26.998 Support of 5G Glass-type Augmented Reality / Mixed Reality (AR/MR) devicesV0.5.0 (2021-02)

Note: this page is a summary of 3GPP TR 26.998, for details please check the TS directly.

The present document collects information on glass-type AR/MR devices in the context of 5G radio and network services. The primary scope of this Technical Report is the documentation of the following aspects:

Providing formal definitions for the functional structures of AR glasses, including their capabilities and constraints
Documenting core use cases for AR services over 5G and defining relevant processing functions and reference architectures
Identifying media exchange formats and profiles relevant to the core use cases
Identifying necessary content delivery transport protocols and capability exchange mechanisms, as well as suitable 5G system functionalities (including device, edge, and network) and required QoS (including radio access and core network technologies)
Identifying key performance indicators and quality of experience factors
Identifying relevant radio and system parameters (required bitrates, latencies, loss rates, range, etc.) to support the identified AR use cases and the required QoE
Providing a detailed overall power analysis for media AR related processing and communication

Glass-type AR/MR Device Functions

AR glasses contain various functions that are used to support a variety of different AR services as highlight by the different use cases.

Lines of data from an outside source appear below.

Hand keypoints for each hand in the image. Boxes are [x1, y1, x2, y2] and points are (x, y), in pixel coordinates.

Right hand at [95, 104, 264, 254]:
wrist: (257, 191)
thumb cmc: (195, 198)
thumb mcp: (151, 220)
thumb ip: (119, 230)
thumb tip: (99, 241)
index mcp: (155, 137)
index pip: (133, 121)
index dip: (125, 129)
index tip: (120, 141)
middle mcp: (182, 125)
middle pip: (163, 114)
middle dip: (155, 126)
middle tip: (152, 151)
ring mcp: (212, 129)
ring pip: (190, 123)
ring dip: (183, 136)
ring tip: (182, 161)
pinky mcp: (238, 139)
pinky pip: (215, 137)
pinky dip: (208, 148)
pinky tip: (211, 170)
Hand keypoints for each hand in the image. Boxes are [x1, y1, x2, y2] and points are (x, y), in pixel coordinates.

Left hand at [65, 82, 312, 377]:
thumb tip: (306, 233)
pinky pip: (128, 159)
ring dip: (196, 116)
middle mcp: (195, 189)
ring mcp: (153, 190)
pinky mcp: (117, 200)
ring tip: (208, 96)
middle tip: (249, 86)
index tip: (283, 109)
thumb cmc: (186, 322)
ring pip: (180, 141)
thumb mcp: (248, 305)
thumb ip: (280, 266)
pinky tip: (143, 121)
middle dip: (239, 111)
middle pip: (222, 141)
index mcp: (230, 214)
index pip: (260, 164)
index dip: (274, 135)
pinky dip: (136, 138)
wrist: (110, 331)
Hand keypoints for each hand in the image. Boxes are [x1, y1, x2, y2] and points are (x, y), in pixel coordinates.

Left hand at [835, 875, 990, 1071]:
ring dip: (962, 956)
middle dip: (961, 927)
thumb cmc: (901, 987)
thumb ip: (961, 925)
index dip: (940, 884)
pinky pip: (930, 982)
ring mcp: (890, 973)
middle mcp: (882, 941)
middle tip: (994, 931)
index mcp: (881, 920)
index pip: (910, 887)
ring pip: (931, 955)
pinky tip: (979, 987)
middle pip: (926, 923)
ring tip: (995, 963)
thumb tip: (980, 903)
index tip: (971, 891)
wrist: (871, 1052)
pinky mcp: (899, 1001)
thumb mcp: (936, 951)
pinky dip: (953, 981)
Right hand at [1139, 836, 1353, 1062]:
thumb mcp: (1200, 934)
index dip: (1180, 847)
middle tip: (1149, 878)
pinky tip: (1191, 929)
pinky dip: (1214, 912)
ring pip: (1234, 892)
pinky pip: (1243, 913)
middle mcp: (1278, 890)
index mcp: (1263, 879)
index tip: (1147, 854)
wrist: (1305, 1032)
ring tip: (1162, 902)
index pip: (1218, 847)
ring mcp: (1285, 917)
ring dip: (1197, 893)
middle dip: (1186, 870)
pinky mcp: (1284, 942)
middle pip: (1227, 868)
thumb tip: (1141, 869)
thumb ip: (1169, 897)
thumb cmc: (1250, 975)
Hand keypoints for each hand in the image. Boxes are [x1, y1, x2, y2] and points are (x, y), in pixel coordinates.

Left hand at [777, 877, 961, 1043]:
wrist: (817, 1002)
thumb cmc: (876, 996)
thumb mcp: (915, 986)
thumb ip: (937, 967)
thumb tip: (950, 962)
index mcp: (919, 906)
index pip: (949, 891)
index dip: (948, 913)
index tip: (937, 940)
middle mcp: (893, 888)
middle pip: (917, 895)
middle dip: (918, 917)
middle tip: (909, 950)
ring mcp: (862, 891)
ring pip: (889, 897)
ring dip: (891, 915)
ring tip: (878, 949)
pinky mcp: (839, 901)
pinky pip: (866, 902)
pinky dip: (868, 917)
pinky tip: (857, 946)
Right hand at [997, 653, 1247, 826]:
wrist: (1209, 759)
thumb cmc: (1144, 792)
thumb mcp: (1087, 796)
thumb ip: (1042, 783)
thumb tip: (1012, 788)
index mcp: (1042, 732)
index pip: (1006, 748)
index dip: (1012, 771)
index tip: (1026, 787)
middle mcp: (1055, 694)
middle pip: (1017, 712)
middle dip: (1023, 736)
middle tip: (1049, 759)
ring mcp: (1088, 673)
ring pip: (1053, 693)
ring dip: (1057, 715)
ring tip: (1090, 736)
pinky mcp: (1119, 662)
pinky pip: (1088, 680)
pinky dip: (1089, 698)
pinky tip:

The various functions that are essential for enabling AR glass-related services within an AR device functional structure include:

Tracking and sensing
- Inside-out tracking for 6DoF user position
- Eye Tracking
- Hand Tracking
- Sensors
Capturing
- Vision camera: capturing (in addition to tracking and sensing) of the user’s surroundings for vision related functions
- Media camera: capturing of scenes or objects for media data generation where required
  NOTE: vision and media camera logical functions may be mapped to the same physical camera, or to separate cameras. Camera devices may also be attached to other device hardware (AR glasses or smartphone), or exist as a separate external device.
- Microphones: capturing of audio sources including environmental audio sources as well as users’ voice.
Basic AR functions
- 2D media encoders: encoders providing compressed versions of camera visual data, microphone audio data and/or other sensor data.
- 2D media decoders: media decoders to decode visual/audio 2D media to be rendered and presented
- Vision engine: engine which performs processing for AR related localisation, mapping, 6DoF pose generation, object detection etc., i.e. SLAM, objecting tracking, and media data objects. The main purpose of the vision engine is to “register” the device, i.e. the different sets of data from real and virtual world are transformed into the single world coordinate system.
- Pose corrector: function for pose correction that helps stabilise AR media. Typically, this is done by asynchronous time warping (ATW) or late stage reprojection (LSR).
AR/MR functions
- Immersive media decoders: media decoders to decode compressed immersive media as inputs to the immersive media renderer. Immersive media decoders include both 2D and 3D visual/audio media decoder functionalities.
- Immersive media encoders: encoders providing compressed versions of visual/audio immersive media data.
- Compositor: compositing layers of images at different levels of depth for presentation
- Immersive media renderer: the generation of one (monoscopic displays) or two (stereoscopic displays) eye buffers from the visual content, typically using GPUs. Rendering operations may be different depending on the rendering pipeline of the media, and may include 2D or 3D visual/audio rendering, as well as pose correction functionalities.
- Immersive media reconstruction: process of capturing the shape and appearance of real objects. - Semantic perception: process of converting signals captured on the AR glass into semantical concept. Typically uses some sort of AI/ML. Examples include object recognition, object classification, etc.
Tethering and network interfaces for AR/MR immersive content delivery
- The AR glasses may be tethered through non-5G connectivity (wired, WiFi)
- The AR glasses may be tethered through 5G connectivity
- The AR glasses may be tethered through different flavours for 5G connectivity
Physical Rendering
- Display: Optical see-through displays allow the user to see the real world “directly” (through a set of optical elements though). AR displays add virtual content by adding additional light on top of the light coming in from the real-world.
AR/MR Application
- An application that makes use of the AR and MR capabilities to provide a user experience.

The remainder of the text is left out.